On this land of the great incarnations of God, Lord Krishna's Mathura became the main centre of trade. Similarly, Kashi, the city of Baba Vishwanath, Ayodhya, the city of Lord Shri Ram, Saraswati, the kingdom of Kosala in the ancient period and where Buddha is said to have spent most of his time after enlightenment, along with some other cities were not only great centres of religion and spirituality but also became major centres of contemporary economic and international trade. Agriculture, trade, spirituality, crafts etc., were the four pillars on which thrived the economy of Uttar Pradesh. But in the last seven decades since independence, UP has been considered a BIMARU State. Now, slowly the perception is changing. Hence, the UP Assembly elections-2022 gain importance.
UP is known for the dominance of Thakurs in Western Uttar Pradesh villages. They constitute about 7% of the population. If there are, say, 600 families in a village, 50% of them would be Thakurs. Thakurs belong to the warrior class. They are also predominantly landowners who cultivate land with hired labour and have good managerial skills. Chief Minister Yogi Adityanath is also a Thakur and a majority of Thakurs are likely to opt for him again.

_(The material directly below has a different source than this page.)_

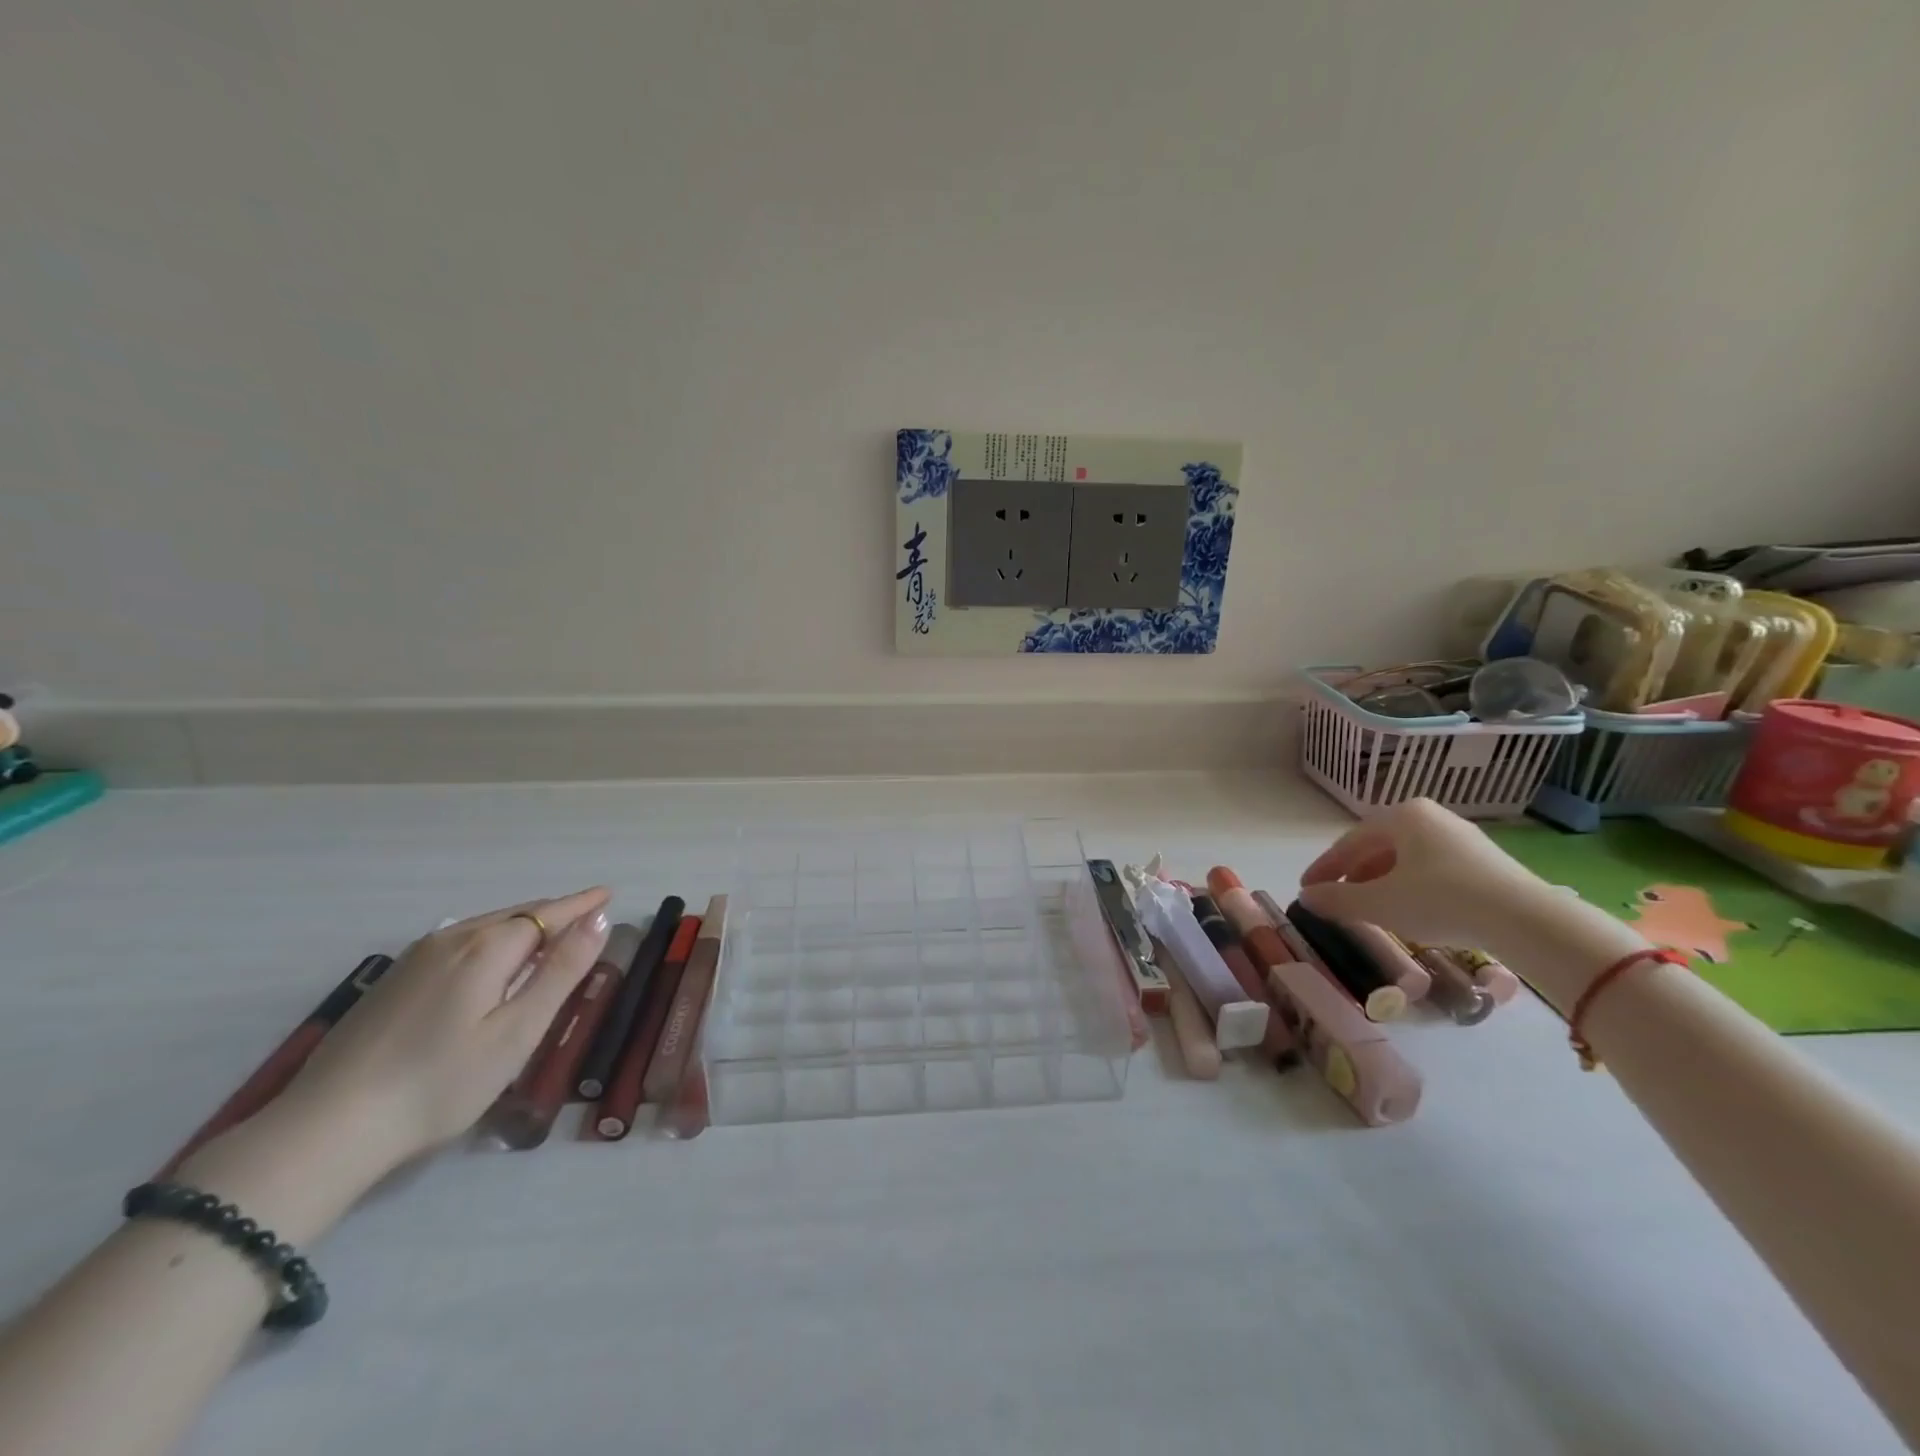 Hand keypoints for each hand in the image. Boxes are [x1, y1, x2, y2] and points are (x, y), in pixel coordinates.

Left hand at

When it comes to the elections, UP presents an interesting scenario. While on one hand, Thakurs have a major role to play in the caste-ridden northern state, small also becomes big and even a miniscule sub-caste becomes a force to reckon with. In UP, there are nearly 45% OBC voters. Yadavs are around 9%. Hence, all political parties vie with one another for this nearly non-Yadav OBC votes. In the next elections, about 8% Yadavs may go with Samajwadi Party.
Brahmins comprise about 11% of UP's population. If the present situation is any indication, almost 8% to 9% of them are likely to go with the BJP. The Vaishyas who constitute about 3% voters have traditionally been BJP voters. At the most, there may be a dent to the extent of half to one per cent of these voters, who may prefer other parties. Another advantage the BJP appears to have this time is that it has made inroads into the Jatav Dalit votes. Of the 11%, at least about 5% per cent are likely to vote for the BJP.
In Eastern UP, which consists of about 24 districts, Rajbhars, who mostly are labour force, can prove to be game changers. They can influence about 66 out of 100 assembly seats in the eastern UP. The race to woo them is on and it remains to be seen what their preference would be.
Nishad is fishermen community who live in 26 districts through which Ganga flows. It is said that it was their king Nishadraj who steered the boat in which Lord Rama crossed the river. This community is a major force in Gorakhpur, Maharajganj, Deoria, Varanasi, Prayagraj and Mirzapur.
Muslims who had lost their importance in the last election are trying to regain their place. They would be looking for a party that could pose a challenge to the BJP. There are as many as 45 seats where they can make a difference.